Cytokine Profile Comparison Between Inflamed Sinus Mucosa and Sinonasal Polyps from Chronic Rhinosinusitis
Rhinologists at the Texas Sinus Institute of the Department of Otorhinolaryngology-Head and Neck Surgery at The University of Texas Medical School at Houston and Memorial Hermann-Texas Medical Center are engaged in research efforts that drive the innovation that provides tomorrow’s advances. The following report was presented at the 56th Annual Meeting of the American Rhinologic Society, held in Boston on September 25, 2010.
Chronic rhinosinusitis (CRS) is grossly divided into two subtypes – CRS with nasal polyps and CRS without nasal polyps. Many studies in the literature have focused on polyps alone as the representative disease. In this study, researchers at UTHealth’s Texas Sinus Institute and otorhinolaryngology department and Memorial Hermann-Texas Medical Center examined the cytokine profiles of two different types of tissue – nasal polyp and inflamed ethmoid mucosa – hypothesizing that the profiles are different.

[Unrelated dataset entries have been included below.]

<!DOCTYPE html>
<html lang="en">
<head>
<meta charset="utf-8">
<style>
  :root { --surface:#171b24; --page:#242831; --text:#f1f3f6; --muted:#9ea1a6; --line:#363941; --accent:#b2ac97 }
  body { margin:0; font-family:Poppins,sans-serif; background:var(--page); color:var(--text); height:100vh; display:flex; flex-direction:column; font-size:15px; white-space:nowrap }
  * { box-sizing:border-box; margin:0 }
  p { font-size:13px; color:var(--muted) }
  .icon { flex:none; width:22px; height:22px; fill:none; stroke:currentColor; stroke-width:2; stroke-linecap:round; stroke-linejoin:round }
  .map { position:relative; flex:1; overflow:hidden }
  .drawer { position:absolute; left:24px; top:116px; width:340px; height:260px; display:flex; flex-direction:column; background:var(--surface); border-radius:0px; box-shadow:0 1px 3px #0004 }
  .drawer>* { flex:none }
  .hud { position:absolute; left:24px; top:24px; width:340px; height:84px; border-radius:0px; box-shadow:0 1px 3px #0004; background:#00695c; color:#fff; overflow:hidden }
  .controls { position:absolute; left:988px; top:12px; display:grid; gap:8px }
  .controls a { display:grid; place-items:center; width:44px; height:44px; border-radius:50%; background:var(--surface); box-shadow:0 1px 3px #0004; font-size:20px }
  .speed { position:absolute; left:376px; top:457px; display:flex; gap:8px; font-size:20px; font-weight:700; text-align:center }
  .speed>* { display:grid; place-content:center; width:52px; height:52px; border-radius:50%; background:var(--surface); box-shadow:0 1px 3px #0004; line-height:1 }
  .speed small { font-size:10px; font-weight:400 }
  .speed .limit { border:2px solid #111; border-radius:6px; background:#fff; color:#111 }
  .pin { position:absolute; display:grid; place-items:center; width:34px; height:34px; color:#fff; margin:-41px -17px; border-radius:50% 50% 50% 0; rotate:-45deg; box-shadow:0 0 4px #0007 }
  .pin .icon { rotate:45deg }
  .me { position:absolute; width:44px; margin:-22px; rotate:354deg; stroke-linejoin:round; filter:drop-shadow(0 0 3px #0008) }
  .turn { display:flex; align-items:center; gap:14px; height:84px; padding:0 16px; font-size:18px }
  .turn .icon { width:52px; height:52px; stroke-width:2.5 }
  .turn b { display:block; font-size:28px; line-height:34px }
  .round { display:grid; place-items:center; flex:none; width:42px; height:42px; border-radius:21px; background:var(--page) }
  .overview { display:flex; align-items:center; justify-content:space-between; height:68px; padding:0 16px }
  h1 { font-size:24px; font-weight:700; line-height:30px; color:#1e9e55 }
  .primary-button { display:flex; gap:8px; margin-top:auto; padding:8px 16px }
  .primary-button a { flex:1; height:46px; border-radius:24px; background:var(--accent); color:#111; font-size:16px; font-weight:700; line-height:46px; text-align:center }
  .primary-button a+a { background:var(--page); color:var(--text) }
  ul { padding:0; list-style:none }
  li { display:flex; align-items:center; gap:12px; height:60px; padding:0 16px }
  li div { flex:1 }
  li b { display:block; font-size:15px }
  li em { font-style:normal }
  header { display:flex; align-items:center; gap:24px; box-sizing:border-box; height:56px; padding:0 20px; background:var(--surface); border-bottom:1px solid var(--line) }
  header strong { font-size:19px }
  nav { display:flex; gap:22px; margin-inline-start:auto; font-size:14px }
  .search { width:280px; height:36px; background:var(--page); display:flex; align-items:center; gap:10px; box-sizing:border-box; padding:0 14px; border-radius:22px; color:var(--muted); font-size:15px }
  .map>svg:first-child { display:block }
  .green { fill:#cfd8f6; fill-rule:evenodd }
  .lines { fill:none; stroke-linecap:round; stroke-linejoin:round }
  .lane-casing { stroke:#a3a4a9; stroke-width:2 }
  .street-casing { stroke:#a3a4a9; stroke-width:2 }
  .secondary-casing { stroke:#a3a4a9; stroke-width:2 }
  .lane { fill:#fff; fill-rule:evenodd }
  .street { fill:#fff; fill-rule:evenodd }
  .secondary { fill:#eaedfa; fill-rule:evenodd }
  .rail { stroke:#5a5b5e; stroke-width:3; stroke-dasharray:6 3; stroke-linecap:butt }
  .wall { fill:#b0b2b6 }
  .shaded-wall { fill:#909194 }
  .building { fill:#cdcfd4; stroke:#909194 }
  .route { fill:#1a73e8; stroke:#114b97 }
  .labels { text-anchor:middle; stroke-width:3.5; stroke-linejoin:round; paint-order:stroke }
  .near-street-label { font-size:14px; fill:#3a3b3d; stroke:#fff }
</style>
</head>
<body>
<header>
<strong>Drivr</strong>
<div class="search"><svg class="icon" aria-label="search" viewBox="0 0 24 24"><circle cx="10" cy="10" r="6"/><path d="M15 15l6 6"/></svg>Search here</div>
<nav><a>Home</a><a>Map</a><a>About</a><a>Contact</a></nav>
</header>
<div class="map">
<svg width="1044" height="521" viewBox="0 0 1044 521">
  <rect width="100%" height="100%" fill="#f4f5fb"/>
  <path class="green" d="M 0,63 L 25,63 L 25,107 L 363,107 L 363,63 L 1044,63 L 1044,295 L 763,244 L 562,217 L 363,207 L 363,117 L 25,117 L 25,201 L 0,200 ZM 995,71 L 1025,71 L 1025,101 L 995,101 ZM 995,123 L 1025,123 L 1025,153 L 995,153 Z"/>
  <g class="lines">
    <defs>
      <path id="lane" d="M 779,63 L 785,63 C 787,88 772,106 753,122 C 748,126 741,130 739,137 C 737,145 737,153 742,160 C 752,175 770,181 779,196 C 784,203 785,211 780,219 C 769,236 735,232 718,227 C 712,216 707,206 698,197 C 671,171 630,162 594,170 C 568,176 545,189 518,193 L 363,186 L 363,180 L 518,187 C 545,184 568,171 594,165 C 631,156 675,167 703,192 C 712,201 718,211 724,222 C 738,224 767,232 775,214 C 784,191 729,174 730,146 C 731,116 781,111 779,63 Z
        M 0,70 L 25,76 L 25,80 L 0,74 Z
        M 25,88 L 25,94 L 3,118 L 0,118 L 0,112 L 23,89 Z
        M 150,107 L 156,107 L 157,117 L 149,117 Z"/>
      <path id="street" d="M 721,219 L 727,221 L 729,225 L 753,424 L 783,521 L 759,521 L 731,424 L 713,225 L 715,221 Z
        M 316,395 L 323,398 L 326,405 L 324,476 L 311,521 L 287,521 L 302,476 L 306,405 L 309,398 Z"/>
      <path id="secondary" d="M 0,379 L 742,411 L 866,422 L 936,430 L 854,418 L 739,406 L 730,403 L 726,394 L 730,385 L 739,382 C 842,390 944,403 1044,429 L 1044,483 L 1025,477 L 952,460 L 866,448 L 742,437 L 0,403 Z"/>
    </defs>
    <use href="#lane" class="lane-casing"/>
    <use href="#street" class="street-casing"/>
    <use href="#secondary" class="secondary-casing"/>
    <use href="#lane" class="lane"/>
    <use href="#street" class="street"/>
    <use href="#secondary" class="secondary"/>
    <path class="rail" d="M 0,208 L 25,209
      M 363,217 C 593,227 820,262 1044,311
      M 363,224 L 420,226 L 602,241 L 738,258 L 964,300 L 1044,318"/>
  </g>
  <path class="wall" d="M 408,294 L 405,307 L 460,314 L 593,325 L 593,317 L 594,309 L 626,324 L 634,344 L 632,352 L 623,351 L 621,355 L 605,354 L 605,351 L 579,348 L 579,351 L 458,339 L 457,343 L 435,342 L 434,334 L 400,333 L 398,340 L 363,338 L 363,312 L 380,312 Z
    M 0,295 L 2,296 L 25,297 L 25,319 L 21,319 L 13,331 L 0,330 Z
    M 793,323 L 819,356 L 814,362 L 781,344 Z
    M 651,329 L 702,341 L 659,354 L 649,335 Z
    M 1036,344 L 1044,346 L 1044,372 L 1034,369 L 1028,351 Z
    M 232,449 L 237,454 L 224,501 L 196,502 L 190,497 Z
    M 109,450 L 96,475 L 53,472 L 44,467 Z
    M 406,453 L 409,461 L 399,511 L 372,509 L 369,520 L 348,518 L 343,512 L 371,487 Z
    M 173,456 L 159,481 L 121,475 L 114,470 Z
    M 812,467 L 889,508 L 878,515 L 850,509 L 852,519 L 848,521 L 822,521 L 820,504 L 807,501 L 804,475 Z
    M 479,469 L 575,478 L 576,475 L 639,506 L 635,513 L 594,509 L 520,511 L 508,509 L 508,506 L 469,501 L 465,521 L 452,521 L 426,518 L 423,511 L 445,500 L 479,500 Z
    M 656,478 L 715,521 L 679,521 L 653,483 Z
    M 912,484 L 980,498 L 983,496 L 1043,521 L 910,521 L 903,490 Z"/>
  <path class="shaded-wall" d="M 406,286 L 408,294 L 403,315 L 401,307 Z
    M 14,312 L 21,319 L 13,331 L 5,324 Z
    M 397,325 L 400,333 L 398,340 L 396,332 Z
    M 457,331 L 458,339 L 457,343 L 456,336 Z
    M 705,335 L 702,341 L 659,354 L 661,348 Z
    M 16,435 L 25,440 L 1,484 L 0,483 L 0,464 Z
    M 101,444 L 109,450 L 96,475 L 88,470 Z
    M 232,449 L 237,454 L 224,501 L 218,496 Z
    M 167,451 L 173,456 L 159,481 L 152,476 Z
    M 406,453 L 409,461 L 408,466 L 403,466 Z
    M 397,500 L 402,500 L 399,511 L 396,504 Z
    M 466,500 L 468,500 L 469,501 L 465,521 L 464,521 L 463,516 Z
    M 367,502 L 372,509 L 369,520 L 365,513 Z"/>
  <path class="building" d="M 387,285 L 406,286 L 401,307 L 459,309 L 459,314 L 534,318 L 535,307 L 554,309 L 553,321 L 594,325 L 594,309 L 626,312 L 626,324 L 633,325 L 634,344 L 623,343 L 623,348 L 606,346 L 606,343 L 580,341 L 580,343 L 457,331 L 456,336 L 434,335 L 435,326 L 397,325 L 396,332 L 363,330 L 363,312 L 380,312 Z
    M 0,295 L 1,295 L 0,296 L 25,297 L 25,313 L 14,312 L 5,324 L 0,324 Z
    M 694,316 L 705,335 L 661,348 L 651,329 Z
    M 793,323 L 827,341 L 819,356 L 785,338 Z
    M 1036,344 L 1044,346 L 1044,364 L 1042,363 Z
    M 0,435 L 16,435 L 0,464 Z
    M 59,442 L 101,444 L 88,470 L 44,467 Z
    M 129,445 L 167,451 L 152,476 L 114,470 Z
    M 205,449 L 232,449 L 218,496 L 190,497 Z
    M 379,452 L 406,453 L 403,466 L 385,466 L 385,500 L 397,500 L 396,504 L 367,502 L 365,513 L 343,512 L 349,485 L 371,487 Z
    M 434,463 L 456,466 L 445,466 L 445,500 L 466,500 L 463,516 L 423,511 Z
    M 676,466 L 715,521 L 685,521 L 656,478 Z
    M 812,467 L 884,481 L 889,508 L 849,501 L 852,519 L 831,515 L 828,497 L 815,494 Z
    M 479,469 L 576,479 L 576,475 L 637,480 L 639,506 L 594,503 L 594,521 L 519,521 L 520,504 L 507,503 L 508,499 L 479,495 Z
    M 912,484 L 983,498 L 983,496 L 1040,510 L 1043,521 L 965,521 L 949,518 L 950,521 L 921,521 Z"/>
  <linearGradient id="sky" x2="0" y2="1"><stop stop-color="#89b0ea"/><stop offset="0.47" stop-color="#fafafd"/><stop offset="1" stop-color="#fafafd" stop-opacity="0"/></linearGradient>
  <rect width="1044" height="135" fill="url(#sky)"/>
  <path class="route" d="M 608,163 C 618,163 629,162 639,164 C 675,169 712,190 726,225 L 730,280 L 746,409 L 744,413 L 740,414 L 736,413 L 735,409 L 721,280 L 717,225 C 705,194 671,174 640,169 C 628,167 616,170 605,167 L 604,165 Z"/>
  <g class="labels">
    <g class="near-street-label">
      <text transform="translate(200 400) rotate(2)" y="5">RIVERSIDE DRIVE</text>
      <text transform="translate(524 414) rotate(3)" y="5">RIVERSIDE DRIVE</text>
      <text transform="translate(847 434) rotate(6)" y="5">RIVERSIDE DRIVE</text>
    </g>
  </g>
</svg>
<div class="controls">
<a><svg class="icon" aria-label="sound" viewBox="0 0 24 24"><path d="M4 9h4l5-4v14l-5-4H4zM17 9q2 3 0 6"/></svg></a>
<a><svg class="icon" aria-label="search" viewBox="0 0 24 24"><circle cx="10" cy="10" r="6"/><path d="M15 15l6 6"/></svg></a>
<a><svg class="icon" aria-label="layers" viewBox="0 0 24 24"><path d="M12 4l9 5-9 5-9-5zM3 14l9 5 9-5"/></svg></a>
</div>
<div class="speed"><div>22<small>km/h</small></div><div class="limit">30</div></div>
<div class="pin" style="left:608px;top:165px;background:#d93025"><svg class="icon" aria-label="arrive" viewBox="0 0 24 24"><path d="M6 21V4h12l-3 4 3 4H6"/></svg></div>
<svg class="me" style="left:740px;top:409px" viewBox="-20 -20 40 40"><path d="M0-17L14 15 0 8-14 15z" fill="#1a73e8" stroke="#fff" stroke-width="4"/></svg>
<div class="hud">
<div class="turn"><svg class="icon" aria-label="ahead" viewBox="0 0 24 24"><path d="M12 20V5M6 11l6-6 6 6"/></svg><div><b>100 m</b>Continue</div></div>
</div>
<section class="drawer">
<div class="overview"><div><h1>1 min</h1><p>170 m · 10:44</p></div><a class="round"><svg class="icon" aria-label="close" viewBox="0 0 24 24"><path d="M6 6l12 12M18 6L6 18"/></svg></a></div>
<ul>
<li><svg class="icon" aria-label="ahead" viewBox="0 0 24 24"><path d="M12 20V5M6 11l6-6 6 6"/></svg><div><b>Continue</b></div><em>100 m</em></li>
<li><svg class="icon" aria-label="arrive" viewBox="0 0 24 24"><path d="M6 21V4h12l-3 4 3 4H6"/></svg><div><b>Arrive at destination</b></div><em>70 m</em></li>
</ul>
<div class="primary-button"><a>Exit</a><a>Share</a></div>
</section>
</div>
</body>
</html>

Study subjects included three controls and 13 patients with CRS with nasal polyps, who were older than 18 and were undergoing a medically indicated sinus surgery. Tissue was harvested over the last year from three sites: the inferior turbinate, which provided a non-diseased control; the nasal polyp; and the inflamed ethmoid sinus mucosa. The tissue was quick frozen in liquid nitrogen and using quantitative RT-PCR, cDNA was isolated by first extracting RNA from the tissue and then generating the cDNA.
The investigators found that representative Th1 and Th2 cytokine gene expressions are not significantly different between inflamed mucosa and nasal polyps; however, there is a trend toward higher Th2 cytokine gene expression in inflamed mucosa. They also reported that protease activated receptor-2 (PAR-2) represents an example cytokine that has statistically different expression within inflamed ethmoid mucosa as compared to nasal polyps and non-diseased mucosa.
“Chronic rhinosinusitis is characterized by the presence of nasal polyps,” says Amber U. Luong, MD, PhD, an assistant professor of otorhinolaryngology—head and neck surgery at the UT Medical School and an assistant professor of immunology at The University of Texas M. D. Anderson Cancer Center. “Our initial study suggests that nasal polyps may not be the only tissue representative of the disease process. Because of the sensitivity of available assays and the observation that cytokine profiles for various tissues within a single patient can be very different, it’s important for researchers in future studies to be very specific about the tissue being analyzed.”
Future research will be aimed at characterizing the genetic expression from the patients studied and examining expression patterns to help differentiate the various subtypes of CRS.